[Assignment]: Looking only at the lines below that contain "Hale", give the number of them and no other text.

[Data records]:
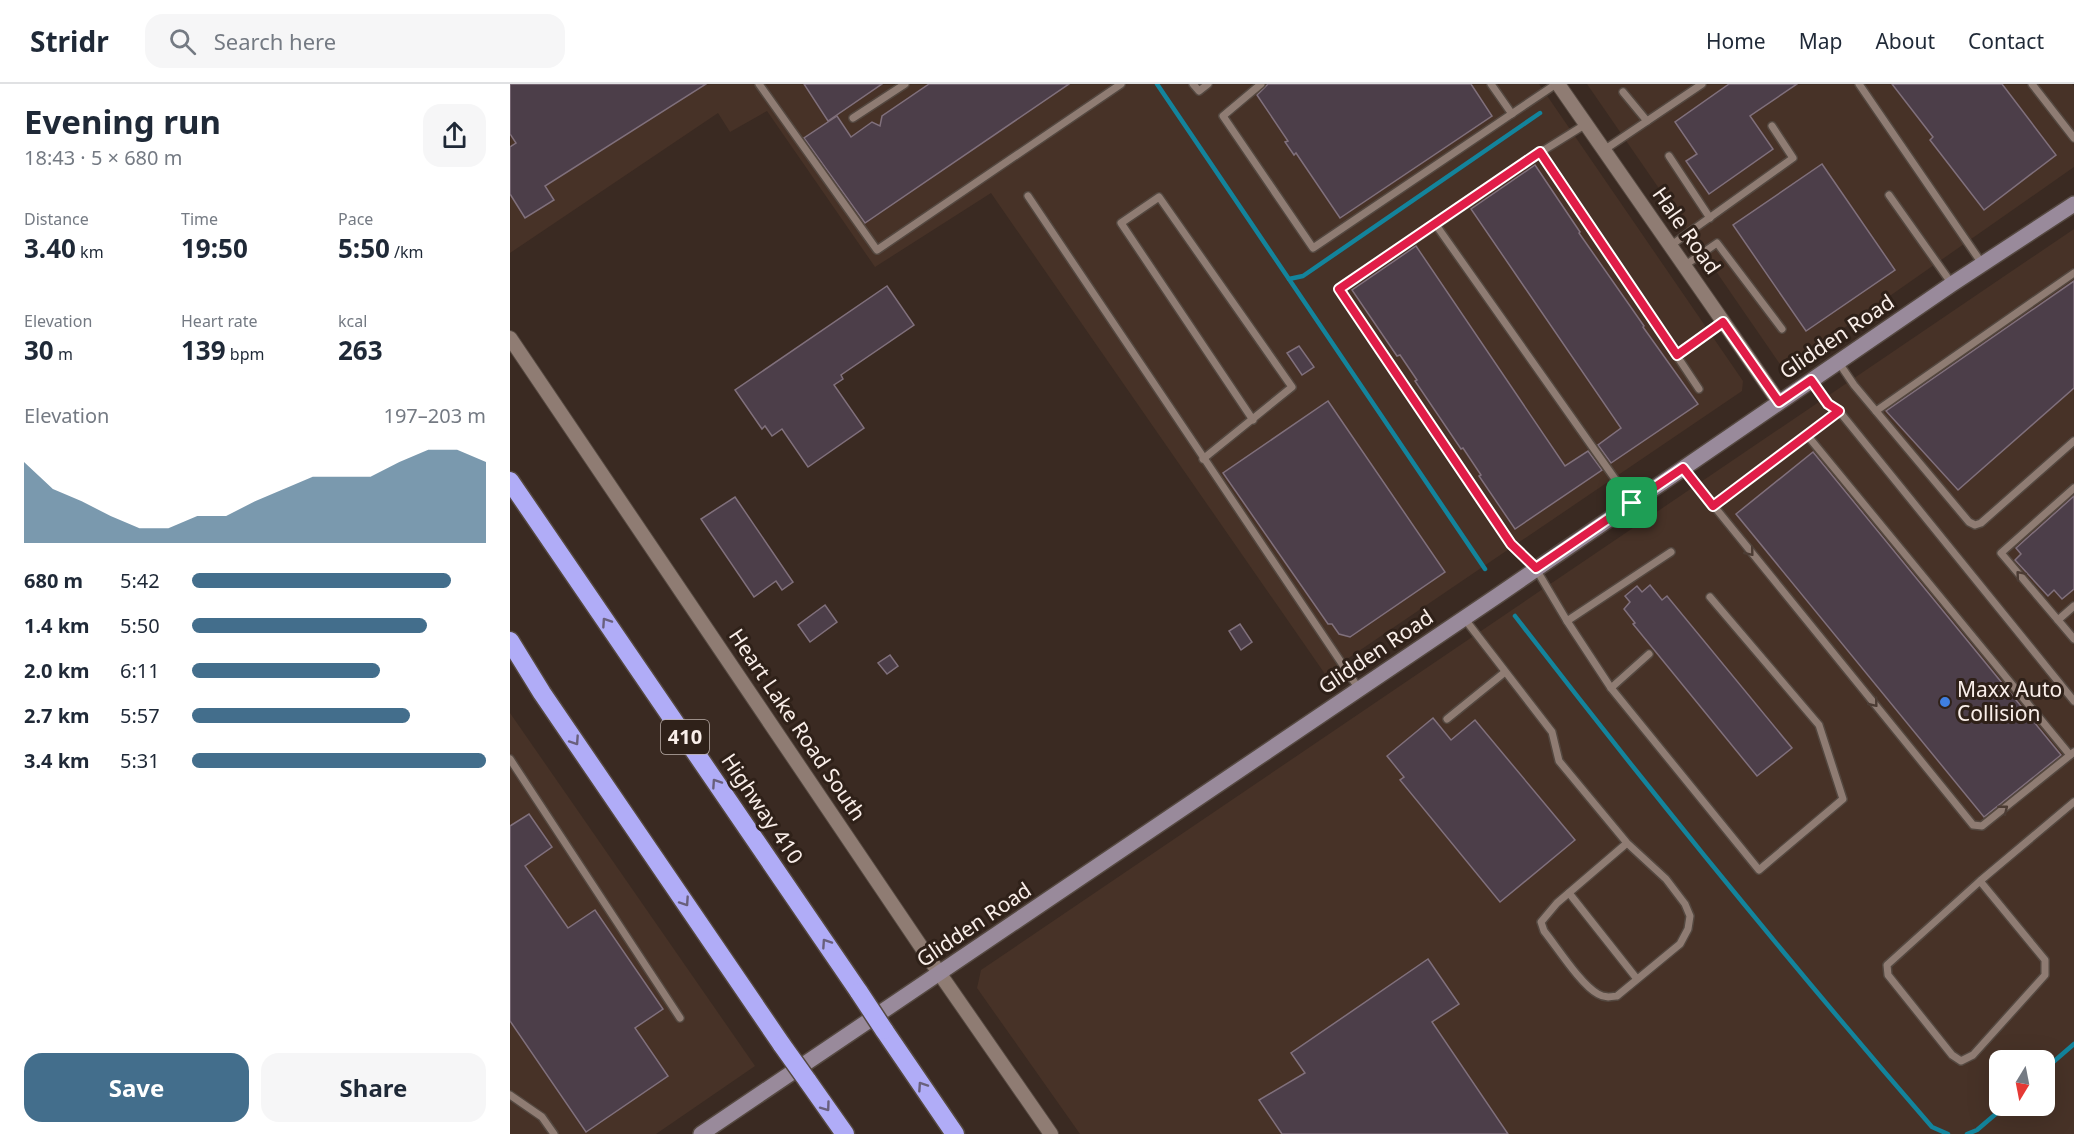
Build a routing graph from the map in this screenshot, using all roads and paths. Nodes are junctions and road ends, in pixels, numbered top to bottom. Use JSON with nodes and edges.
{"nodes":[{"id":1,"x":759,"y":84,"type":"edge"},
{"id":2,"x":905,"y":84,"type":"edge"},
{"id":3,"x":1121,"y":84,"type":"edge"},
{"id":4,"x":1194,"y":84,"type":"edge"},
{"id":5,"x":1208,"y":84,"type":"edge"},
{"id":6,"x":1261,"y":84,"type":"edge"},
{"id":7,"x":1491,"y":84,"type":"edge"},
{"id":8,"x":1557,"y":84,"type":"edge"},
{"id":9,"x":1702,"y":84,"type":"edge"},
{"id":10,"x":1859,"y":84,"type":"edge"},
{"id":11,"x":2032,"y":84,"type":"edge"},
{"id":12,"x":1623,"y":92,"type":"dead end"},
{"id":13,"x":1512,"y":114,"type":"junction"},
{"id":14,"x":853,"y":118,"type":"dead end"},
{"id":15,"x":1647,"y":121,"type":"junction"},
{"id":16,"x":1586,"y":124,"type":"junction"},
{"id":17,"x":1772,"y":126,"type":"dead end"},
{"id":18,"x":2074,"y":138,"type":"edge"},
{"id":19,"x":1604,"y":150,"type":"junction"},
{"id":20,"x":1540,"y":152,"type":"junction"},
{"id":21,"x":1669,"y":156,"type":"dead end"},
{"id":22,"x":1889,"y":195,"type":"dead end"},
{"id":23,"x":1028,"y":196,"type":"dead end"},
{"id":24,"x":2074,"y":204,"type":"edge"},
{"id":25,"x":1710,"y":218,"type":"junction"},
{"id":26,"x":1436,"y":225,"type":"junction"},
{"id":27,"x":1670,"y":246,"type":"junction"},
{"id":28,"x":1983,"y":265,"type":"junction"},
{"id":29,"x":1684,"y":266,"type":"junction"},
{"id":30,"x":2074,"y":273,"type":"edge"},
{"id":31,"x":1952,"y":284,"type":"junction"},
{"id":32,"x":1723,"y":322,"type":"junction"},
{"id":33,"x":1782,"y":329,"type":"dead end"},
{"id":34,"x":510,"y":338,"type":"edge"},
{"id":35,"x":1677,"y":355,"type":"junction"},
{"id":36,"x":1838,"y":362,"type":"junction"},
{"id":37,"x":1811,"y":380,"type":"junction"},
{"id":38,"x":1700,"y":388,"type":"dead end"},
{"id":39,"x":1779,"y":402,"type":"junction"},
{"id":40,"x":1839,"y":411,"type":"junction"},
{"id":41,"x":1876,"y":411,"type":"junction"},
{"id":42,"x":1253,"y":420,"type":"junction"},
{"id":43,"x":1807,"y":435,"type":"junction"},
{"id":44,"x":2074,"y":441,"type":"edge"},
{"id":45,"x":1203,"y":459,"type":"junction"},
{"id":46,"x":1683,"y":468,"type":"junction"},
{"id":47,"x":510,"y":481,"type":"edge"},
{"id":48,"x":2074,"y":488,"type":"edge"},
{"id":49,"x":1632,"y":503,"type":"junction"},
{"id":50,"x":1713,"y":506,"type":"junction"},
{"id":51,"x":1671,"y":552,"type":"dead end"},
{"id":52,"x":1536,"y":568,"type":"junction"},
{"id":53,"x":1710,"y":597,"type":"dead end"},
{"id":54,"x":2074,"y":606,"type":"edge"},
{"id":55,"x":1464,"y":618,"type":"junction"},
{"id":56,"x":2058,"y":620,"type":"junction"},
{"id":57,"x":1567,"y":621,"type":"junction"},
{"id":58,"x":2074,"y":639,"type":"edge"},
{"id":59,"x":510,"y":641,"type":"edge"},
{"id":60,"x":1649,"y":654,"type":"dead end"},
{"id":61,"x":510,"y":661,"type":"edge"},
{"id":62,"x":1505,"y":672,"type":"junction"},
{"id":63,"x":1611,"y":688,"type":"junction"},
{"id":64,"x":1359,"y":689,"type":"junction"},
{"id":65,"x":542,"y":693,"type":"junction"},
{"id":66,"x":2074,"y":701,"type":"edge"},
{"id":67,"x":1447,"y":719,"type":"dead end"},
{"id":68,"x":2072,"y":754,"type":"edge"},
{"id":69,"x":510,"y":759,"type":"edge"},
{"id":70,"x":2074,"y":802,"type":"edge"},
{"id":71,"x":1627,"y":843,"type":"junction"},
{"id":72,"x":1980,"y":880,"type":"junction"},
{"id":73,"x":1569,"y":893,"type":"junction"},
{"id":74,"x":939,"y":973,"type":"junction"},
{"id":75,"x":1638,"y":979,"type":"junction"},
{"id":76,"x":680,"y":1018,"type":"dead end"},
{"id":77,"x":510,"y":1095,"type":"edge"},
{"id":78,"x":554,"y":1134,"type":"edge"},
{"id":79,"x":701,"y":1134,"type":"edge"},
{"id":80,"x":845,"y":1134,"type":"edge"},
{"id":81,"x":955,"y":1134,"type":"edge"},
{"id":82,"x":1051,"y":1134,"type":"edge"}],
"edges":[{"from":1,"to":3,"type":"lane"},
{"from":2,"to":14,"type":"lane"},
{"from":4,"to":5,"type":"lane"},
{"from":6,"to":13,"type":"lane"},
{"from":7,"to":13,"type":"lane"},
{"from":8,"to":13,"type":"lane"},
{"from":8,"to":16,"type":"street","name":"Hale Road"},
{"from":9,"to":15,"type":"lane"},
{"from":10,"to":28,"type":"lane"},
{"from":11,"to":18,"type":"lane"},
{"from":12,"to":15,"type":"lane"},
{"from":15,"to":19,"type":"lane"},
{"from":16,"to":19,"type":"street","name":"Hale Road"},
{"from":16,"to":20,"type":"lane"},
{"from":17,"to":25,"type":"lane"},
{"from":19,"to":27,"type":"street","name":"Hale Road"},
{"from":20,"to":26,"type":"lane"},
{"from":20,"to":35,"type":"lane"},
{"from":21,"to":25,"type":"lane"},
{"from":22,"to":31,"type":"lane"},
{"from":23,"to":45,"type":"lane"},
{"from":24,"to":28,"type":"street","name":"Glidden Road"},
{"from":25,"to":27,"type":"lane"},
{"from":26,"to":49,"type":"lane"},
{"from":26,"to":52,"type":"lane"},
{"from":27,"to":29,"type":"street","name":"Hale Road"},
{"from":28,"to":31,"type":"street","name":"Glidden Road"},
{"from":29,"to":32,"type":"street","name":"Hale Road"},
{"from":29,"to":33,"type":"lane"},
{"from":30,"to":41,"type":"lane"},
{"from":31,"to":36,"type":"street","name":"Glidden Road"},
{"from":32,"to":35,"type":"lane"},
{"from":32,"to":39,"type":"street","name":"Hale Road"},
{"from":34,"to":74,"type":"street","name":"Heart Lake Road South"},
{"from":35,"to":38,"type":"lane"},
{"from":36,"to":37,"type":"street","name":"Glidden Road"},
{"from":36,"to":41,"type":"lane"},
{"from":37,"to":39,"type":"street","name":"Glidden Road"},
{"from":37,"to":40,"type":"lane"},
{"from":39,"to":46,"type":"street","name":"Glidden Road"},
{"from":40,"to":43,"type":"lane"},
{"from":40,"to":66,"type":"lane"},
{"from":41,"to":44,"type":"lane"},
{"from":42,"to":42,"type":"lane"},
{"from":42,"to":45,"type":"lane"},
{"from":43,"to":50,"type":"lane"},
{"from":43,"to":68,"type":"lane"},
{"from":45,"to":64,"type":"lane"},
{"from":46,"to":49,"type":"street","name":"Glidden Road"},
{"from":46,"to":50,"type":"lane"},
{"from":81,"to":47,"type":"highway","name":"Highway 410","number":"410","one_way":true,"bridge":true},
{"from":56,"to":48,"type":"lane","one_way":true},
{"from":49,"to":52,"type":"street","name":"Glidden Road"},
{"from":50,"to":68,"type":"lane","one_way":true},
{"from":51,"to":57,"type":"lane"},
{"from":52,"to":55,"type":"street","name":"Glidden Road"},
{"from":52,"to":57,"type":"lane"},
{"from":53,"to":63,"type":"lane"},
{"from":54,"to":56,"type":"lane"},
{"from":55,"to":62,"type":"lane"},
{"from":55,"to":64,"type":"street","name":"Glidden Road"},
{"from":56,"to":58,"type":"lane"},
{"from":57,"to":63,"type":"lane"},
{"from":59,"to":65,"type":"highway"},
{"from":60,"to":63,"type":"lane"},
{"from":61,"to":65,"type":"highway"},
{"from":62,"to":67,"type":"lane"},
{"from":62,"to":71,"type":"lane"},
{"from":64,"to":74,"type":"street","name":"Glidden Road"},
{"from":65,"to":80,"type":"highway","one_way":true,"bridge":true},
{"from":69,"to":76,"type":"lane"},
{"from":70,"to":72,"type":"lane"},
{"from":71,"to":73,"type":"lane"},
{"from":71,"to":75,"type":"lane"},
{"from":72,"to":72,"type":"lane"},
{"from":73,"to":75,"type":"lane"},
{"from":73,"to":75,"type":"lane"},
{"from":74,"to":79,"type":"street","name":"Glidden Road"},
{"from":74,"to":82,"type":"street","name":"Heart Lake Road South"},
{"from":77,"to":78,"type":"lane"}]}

==

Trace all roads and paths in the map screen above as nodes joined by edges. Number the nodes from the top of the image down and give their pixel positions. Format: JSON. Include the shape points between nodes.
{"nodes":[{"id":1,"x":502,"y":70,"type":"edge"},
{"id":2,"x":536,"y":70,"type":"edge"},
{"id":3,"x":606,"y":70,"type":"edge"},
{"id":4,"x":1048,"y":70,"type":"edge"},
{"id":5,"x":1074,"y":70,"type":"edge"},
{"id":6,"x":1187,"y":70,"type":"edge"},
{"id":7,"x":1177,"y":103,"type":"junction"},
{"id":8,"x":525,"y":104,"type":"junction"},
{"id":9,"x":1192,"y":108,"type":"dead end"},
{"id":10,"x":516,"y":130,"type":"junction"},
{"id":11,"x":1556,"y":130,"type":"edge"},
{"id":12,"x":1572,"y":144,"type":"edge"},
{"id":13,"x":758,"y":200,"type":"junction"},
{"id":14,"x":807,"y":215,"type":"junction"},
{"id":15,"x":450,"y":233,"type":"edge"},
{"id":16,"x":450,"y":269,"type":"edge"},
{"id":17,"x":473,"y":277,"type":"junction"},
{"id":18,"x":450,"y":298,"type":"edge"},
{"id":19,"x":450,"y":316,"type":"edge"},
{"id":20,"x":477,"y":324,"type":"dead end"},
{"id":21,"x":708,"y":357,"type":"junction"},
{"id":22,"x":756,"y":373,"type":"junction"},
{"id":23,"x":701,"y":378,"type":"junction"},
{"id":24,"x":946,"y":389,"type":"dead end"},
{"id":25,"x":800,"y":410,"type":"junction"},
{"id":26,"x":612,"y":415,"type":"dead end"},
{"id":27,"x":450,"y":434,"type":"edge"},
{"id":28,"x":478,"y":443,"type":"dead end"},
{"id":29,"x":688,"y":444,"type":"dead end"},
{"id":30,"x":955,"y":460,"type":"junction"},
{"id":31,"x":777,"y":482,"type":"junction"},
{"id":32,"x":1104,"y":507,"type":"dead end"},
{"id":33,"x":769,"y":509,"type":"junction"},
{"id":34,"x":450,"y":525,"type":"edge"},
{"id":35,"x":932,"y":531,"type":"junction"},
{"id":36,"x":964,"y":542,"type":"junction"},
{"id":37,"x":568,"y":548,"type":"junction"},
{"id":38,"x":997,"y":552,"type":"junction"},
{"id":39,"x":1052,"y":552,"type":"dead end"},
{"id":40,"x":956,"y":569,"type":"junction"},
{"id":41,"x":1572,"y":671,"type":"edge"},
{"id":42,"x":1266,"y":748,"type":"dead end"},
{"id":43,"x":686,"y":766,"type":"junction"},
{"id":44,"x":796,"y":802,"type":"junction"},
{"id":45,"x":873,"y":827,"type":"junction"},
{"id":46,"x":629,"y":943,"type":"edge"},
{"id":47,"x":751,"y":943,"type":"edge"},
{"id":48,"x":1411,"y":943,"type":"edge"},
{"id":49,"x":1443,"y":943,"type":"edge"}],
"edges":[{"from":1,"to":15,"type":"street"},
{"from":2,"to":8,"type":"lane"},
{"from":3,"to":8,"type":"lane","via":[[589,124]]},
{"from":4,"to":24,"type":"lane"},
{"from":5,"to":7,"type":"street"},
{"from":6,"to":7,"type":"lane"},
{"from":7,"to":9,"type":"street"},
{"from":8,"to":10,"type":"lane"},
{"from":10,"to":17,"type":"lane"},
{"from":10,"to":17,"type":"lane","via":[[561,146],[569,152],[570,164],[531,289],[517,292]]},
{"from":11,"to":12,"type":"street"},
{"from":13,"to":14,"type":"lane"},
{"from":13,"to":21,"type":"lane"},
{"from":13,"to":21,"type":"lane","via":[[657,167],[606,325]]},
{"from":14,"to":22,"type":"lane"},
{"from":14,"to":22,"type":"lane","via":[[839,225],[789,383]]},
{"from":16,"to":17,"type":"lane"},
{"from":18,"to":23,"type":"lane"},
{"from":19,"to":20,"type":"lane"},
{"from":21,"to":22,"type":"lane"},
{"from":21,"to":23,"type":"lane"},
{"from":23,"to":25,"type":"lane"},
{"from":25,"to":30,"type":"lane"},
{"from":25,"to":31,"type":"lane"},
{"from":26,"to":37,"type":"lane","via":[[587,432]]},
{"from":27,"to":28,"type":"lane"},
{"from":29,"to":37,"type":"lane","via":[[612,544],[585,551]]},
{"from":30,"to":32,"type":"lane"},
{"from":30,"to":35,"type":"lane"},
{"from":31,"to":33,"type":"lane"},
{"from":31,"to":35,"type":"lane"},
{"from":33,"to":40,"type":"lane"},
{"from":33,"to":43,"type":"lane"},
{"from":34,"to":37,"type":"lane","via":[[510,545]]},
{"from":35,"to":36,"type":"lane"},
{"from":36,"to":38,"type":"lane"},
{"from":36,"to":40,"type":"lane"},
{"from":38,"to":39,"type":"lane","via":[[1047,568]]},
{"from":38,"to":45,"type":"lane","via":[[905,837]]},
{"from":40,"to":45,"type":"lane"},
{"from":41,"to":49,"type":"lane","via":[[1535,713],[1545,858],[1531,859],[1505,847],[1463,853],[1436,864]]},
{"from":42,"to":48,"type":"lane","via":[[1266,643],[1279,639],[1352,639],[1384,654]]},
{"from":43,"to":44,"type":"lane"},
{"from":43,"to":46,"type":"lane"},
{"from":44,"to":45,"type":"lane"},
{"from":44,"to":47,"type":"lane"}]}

[Task response]: 6